Records for the task section start

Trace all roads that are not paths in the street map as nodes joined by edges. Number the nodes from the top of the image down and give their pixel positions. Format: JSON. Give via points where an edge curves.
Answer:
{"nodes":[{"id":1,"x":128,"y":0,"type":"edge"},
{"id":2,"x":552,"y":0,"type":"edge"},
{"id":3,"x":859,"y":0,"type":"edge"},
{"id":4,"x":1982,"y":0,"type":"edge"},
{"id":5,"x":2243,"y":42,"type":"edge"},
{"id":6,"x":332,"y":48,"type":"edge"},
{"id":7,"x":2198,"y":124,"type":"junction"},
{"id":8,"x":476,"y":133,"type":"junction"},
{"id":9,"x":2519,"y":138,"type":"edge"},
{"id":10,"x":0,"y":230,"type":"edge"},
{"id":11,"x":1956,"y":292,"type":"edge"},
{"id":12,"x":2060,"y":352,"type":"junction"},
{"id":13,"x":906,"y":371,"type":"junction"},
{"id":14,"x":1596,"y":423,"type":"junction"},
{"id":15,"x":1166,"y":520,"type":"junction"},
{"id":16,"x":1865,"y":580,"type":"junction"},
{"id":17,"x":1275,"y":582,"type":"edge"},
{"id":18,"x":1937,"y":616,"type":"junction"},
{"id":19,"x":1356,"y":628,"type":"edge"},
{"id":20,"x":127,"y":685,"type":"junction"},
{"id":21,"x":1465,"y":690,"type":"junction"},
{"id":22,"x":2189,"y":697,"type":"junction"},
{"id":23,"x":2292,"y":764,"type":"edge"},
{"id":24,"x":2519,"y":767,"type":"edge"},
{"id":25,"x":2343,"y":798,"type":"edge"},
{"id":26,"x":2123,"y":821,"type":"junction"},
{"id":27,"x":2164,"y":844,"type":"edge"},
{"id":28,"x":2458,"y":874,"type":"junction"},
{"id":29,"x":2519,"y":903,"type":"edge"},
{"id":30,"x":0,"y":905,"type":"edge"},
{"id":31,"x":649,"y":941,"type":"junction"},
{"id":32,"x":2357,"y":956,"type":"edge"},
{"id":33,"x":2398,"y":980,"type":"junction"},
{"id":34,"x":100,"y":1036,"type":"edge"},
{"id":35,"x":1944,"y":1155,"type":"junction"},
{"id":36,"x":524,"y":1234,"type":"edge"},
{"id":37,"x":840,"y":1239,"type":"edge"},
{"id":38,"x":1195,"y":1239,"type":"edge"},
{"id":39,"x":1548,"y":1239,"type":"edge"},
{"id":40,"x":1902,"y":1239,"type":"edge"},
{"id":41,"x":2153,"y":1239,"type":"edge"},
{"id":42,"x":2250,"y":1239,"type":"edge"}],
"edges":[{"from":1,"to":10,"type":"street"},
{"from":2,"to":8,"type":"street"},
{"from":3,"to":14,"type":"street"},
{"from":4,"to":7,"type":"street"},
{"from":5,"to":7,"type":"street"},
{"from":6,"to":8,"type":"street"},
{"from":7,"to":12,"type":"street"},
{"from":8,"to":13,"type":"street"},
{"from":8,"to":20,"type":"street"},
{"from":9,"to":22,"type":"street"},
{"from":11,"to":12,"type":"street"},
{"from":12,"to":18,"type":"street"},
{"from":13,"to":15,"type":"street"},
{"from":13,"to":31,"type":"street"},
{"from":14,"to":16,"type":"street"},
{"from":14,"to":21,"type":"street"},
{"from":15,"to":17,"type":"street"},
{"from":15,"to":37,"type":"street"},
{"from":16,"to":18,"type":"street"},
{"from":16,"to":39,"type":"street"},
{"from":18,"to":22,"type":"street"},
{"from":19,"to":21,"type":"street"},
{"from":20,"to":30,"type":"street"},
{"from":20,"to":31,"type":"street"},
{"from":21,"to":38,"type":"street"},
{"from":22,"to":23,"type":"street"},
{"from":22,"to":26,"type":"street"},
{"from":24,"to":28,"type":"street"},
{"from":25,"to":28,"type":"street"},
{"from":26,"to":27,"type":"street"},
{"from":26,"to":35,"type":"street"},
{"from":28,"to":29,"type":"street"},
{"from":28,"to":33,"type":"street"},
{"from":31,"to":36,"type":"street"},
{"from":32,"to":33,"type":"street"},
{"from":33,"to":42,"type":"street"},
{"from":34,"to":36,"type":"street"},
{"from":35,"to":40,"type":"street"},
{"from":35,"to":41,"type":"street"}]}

Records for the task section end

### Work to complete:
From the first line through the last, repeat the entries exactly.

### Solution to this problem:
Trace all roads that are not paths in the street map as nodes joined by edges. Number the nodes from the top of the image down and give their pixel positions. Format: JSON. Give via points where an edge curves.
Answer:
{"nodes":[{"id":1,"x":128,"y":0,"type":"edge"},
{"id":2,"x":552,"y":0,"type":"edge"},
{"id":3,"x":859,"y":0,"type":"edge"},
{"id":4,"x":1982,"y":0,"type":"edge"},
{"id":5,"x":2243,"y":42,"type":"edge"},
{"id":6,"x":332,"y":48,"type":"edge"},
{"id":7,"x":2198,"y":124,"type":"junction"},
{"id":8,"x":476,"y":133,"type":"junction"},
{"id":9,"x":2519,"y":138,"type":"edge"},
{"id":10,"x":0,"y":230,"type":"edge"},
{"id":11,"x":1956,"y":292,"type":"edge"},
{"id":12,"x":2060,"y":352,"type":"junction"},
{"id":13,"x":906,"y":371,"type":"junction"},
{"id":14,"x":1596,"y":423,"type":"junction"},
{"id":15,"x":1166,"y":520,"type":"junction"},
{"id":16,"x":1865,"y":580,"type":"junction"},
{"id":17,"x":1275,"y":582,"type":"edge"},
{"id":18,"x":1937,"y":616,"type":"junction"},
{"id":19,"x":1356,"y":628,"type":"edge"},
{"id":20,"x":127,"y":685,"type":"junction"},
{"id":21,"x":1465,"y":690,"type":"junction"},
{"id":22,"x":2189,"y":697,"type":"junction"},
{"id":23,"x":2292,"y":764,"type":"edge"},
{"id":24,"x":2519,"y":767,"type":"edge"},
{"id":25,"x":2343,"y":798,"type":"edge"},
{"id":26,"x":2123,"y":821,"type":"junction"},
{"id":27,"x":2164,"y":844,"type":"edge"},
{"id":28,"x":2458,"y":874,"type":"junction"},
{"id":29,"x":2519,"y":903,"type":"edge"},
{"id":30,"x":0,"y":905,"type":"edge"},
{"id":31,"x":649,"y":941,"type":"junction"},
{"id":32,"x":2357,"y":956,"type":"edge"},
{"id":33,"x":2398,"y":980,"type":"junction"},
{"id":34,"x":100,"y":1036,"type":"edge"},
{"id":35,"x":1944,"y":1155,"type":"junction"},
{"id":36,"x":524,"y":1234,"type":"edge"},
{"id":37,"x":840,"y":1239,"type":"edge"},
{"id":38,"x":1195,"y":1239,"type":"edge"},
{"id":39,"x":1548,"y":1239,"type":"edge"},
{"id":40,"x":1902,"y":1239,"type":"edge"},
{"id":41,"x":2153,"y":1239,"type":"edge"},
{"id":42,"x":2250,"y":1239,"type":"edge"}],
"edges":[{"from":1,"to":10,"type":"street"},
{"from":2,"to":8,"type":"street"},
{"from":3,"to":14,"type":"street"},
{"from":4,"to":7,"type":"street"},
{"from":5,"to":7,"type":"street"},
{"from":6,"to":8,"type":"street"},
{"from":7,"to":12,"type":"street"},
{"from":8,"to":13,"type":"street"},
{"from":8,"to":20,"type":"street"},
{"from":9,"to":22,"type":"street"},
{"from":11,"to":12,"type":"street"},
{"from":12,"to":18,"type":"street"},
{"from":13,"to":15,"type":"street"},
{"from":13,"to":31,"type":"street"},
{"from":14,"to":16,"type":"street"},
{"from":14,"to":21,"type":"street"},
{"from":15,"to":17,"type":"street"},
{"from":15,"to":37,"type":"street"},
{"from":16,"to":18,"type":"street"},
{"from":16,"to":39,"type":"street"},
{"from":18,"to":22,"type":"street"},
{"from":19,"to":21,"type":"street"},
{"from":20,"to":30,"type":"street"},
{"from":20,"to":31,"type":"street"},
{"from":21,"to":38,"type":"street"},
{"from":22,"to":23,"type":"street"},
{"from":22,"to":26,"type":"street"},
{"from":24,"to":28,"type":"street"},
{"from":25,"to":28,"type":"street"},
{"from":26,"to":27,"type":"street"},
{"from":26,"to":35,"type":"street"},
{"from":28,"to":29,"type":"street"},
{"from":28,"to":33,"type":"street"},
{"from":31,"to":36,"type":"street"},
{"from":32,"to":33,"type":"street"},
{"from":33,"to":42,"type":"street"},
{"from":34,"to":36,"type":"street"},
{"from":35,"to":40,"type":"street"},
{"from":35,"to":41,"type":"street"}]}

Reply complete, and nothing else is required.